The "real Mo" tape was released by Barbara Canevaro, 23, a.k.a. Queen Rachel, who says she is the prophet's "official representative" and "authorized to speak for him in all matters." She is also the No. 2 leader and Berg's designated successor. A tall and glamorous figure with waistlong chestnut hair, Queen Rachel has been with the Children since they began in 1968. At one point she lived with a disciple named Samson and bore him a son when she was 16 years old, but denies claims by defectors that she cohabited with Moses David for a couple of years. In 1973 she married another Mo disciple named Emanuele Canevaro, 35, who also happened to be the Italian Duke of Zoagli and Castelvari. The duke has welcomed the Children to Poggiosecco, his family's idyllic farm and wine-producing estate near Florence. Police raided the farm headquarters two years ago but found no evidence of wrongdoing. Indeed, neighbors in the nearby village of Grassina described the Children to a TIME correspondent as unfailingly well behaved and polite.

According to the mass-circulation German magazine Stern, however, the estate has a school where the Children train good-looking disciples in the arts of seduction. Such allegations are amply corroborated by the Mo Letters, which advocate not only Mo's version of the Playboy philosophy but the ancient practice of religious prostitution. In a 1974 epistle called "God's Love Slave!" for example, Moses describes how he gave his wife "Maria" to numerous men and then questioned her afterward to enjoy a "detailed description" of the action.

Stern and Spain's Interviu also reported that Berg resided in the Canary Islands until recently and appeared every night at a bar in Puerto de la Cruz with a harem of girls looking for pickups. The Stern report said he fled to Libya earlier this year, when an investigating judge summoned him for questioning.

Asked about all this, the Duchess Canevaro denied the magazines' reports but said: "There is nothing wrong with a sexy conversion. We believe sex is a human necessity, and in certain cases we may go to bed with someone to show people God's love." But "this is the exception rather than the rule," she added. As to the question of whether the Children engage in sex to raise money, the Duchess stoutly denied it. "No one has ever charged one penny for this and never will," she declared. (The Children support themselves by begging in the streets and selling literature and records.)
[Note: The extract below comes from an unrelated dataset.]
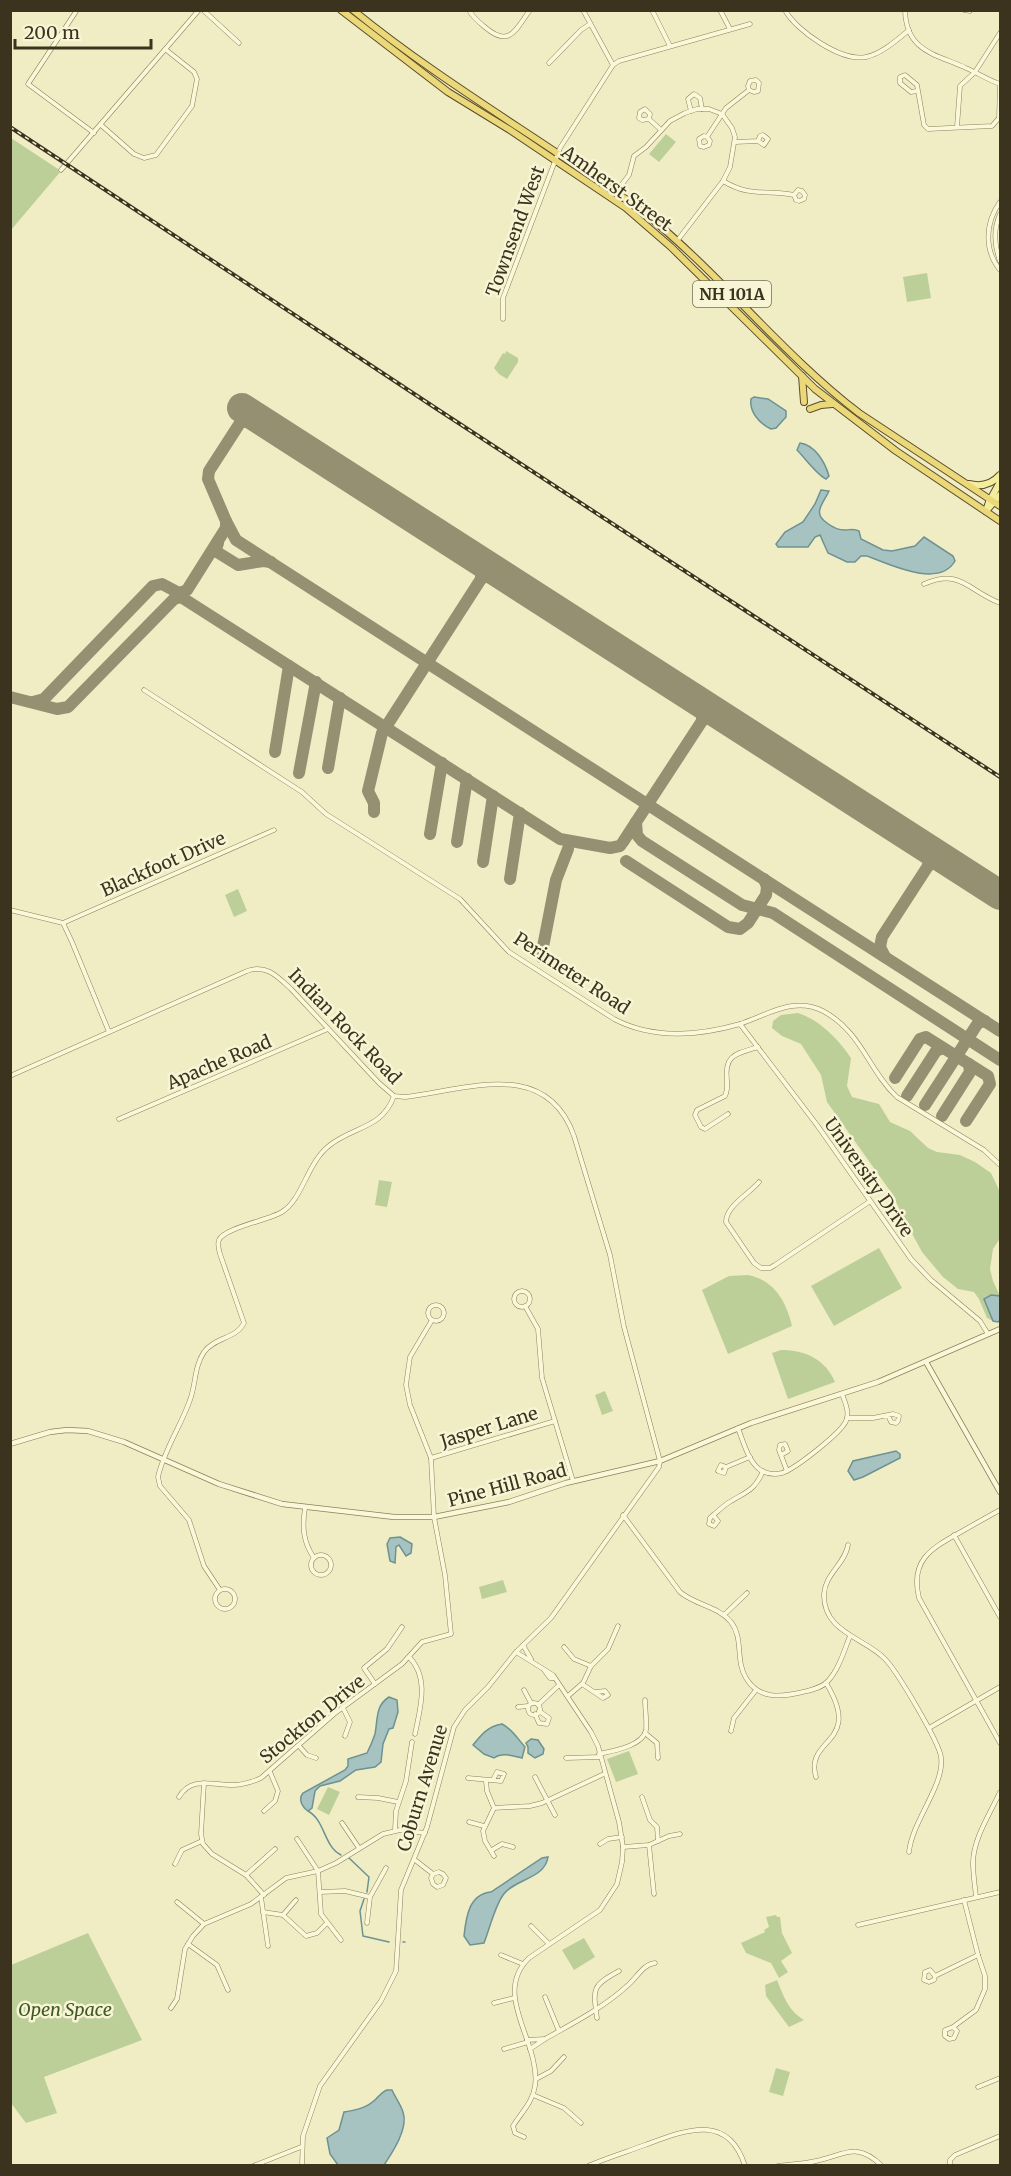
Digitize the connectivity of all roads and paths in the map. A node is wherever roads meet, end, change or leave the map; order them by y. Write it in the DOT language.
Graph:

So far Children of God leaders have had no serious trouble with the law. And if the elusive Mo's claims are to be believed, his sect is indeed prospering. He claims to have 8,000 missionaries at work in 80 countries and even to have made 2 million conversions. That is "the most explosive growth of a brand-new religious movement in history," says Mo.

*Unhappy parents of some of the Children of God have formed organizations to combat the cult and have called in help from various professional "deprogrammers." The Children blame unspecified "enemies" for the death of at least one disciple, whose nude body, with several internal organs crushed, was found last year at a medieval fortress in Belgium. Opponents suspect the sect itself, and police have never solved the case. Moses David's son Paul died under similar circumstances in Switzerland in 1973.